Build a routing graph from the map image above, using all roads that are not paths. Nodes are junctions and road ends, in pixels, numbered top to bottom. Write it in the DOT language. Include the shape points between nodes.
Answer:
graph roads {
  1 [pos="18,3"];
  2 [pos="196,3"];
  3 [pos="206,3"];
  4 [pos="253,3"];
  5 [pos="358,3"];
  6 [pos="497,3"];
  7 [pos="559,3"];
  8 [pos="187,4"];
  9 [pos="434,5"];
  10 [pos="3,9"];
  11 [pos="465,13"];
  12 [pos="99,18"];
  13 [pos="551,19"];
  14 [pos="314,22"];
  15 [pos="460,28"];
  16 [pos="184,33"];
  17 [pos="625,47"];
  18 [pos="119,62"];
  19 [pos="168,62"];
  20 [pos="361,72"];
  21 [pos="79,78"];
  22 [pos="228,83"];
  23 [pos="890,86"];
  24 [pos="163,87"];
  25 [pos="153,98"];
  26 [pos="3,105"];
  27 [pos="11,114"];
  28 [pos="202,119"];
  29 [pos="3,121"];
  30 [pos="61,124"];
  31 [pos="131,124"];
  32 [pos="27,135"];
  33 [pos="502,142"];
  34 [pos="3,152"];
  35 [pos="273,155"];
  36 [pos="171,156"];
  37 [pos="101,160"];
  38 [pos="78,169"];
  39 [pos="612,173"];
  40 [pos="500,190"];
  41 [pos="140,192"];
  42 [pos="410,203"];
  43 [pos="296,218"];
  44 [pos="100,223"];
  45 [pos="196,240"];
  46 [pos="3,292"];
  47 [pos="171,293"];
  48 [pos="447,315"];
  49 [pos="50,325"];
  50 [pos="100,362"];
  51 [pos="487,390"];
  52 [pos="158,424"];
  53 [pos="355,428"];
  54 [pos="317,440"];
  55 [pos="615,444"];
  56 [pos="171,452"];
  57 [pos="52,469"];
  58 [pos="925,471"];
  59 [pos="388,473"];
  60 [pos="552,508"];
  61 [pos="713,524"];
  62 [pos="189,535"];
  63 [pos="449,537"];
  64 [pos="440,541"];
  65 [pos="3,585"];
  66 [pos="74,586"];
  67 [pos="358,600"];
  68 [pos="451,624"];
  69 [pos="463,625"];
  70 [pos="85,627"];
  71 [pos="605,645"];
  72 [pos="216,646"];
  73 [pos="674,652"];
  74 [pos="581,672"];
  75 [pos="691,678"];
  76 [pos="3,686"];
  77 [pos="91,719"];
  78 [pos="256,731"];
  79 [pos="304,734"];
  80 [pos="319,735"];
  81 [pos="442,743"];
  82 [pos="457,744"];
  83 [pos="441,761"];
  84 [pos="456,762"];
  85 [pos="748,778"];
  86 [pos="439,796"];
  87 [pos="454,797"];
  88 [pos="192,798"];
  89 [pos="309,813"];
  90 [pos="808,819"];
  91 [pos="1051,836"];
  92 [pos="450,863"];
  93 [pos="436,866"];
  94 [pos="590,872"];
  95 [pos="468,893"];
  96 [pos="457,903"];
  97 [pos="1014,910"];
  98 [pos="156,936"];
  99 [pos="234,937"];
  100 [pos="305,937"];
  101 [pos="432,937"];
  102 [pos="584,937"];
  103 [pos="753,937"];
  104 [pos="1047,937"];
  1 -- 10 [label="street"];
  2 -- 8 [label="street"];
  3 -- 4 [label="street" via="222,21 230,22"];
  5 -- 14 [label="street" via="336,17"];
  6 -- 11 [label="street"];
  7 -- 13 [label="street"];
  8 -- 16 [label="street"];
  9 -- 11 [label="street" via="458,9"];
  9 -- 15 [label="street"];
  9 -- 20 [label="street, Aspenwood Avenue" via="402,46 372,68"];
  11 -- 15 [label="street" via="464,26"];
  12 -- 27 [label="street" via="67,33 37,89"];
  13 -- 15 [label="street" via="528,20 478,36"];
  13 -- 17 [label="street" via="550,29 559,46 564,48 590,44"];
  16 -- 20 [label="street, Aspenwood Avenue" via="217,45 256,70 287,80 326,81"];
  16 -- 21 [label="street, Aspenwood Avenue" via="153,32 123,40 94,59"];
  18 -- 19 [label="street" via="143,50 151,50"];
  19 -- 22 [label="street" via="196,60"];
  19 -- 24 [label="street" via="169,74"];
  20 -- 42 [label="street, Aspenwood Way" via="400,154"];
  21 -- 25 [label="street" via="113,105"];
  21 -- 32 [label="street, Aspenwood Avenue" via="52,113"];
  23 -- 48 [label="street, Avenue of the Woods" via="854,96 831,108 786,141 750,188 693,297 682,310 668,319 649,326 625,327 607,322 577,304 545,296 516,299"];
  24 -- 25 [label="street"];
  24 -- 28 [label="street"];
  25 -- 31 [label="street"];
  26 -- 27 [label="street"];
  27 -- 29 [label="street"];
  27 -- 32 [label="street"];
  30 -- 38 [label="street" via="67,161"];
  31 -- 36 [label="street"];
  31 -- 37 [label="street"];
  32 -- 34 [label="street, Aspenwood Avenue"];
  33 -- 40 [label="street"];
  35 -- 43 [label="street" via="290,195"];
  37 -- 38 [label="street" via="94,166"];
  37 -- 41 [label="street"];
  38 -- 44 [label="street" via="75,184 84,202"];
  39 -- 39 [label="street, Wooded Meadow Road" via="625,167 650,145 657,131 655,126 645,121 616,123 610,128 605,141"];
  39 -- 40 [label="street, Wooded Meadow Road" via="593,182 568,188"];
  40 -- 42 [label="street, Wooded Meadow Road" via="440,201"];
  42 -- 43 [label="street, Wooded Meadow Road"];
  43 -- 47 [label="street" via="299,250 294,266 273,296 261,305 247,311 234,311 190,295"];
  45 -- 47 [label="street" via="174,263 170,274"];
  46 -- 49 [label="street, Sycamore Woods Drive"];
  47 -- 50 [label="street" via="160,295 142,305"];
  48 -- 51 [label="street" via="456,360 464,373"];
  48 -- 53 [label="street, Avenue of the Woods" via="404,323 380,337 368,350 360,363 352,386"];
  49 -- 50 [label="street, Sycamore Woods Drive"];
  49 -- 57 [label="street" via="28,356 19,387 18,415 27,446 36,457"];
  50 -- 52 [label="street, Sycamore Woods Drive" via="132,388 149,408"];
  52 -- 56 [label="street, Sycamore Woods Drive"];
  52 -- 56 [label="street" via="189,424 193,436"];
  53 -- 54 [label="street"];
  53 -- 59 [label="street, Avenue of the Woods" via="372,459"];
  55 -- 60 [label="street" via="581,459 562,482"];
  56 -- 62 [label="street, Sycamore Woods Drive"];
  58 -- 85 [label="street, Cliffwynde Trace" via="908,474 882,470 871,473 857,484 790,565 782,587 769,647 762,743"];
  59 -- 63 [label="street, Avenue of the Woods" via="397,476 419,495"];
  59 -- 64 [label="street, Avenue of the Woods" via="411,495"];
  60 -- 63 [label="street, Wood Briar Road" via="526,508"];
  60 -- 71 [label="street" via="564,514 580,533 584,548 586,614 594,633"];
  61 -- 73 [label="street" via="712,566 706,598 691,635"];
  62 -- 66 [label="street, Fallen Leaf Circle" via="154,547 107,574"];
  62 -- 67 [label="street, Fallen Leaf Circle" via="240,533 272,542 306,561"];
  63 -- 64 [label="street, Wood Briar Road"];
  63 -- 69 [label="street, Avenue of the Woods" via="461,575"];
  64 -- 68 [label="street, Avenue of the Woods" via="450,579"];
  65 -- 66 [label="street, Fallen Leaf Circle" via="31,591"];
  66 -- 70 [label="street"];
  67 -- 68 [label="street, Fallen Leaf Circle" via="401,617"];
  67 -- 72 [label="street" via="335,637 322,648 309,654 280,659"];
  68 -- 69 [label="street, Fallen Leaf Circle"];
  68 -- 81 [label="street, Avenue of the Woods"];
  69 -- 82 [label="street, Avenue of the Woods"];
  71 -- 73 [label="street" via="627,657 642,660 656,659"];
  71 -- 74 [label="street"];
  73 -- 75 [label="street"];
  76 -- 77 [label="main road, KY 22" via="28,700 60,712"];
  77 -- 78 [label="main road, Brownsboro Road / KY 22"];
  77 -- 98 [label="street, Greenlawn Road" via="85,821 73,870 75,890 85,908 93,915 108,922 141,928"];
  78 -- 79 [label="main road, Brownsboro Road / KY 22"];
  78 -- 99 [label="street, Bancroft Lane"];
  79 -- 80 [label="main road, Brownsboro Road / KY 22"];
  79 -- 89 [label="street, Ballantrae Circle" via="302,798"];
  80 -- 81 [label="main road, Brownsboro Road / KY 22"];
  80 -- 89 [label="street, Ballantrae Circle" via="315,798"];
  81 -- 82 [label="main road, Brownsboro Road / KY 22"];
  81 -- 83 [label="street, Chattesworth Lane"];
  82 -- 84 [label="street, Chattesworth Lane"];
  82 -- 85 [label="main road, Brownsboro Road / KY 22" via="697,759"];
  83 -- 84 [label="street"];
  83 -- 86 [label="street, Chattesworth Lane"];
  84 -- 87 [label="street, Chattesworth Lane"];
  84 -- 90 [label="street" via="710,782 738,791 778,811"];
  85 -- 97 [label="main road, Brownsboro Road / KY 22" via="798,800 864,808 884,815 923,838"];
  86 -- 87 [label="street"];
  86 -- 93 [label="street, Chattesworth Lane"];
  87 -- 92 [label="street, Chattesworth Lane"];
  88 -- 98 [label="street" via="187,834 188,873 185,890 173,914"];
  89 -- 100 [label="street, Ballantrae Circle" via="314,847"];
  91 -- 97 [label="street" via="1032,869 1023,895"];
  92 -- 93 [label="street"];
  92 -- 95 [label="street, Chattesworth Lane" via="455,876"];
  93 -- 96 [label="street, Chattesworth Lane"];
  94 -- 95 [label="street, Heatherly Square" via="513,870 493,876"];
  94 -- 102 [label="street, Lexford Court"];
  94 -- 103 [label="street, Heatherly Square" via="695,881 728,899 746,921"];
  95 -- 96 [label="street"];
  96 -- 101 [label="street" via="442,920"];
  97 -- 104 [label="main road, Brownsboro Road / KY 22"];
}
========
# REQUIRED WORK
Filter the listing for the word "Drive" and copy every line that holds it.

# SOLUTION FOR THIS EXERCISE
  46 -- 49 [label="street, Sycamore Woods Drive"];
  49 -- 50 [label="street, Sycamore Woods Drive"];
  50 -- 52 [label="street, Sycamore Woods Drive" via="132,388 149,408"];
  52 -- 56 [label="street, Sycamore Woods Drive"];
  56 -- 62 [label="street, Sycamore Woods Drive"];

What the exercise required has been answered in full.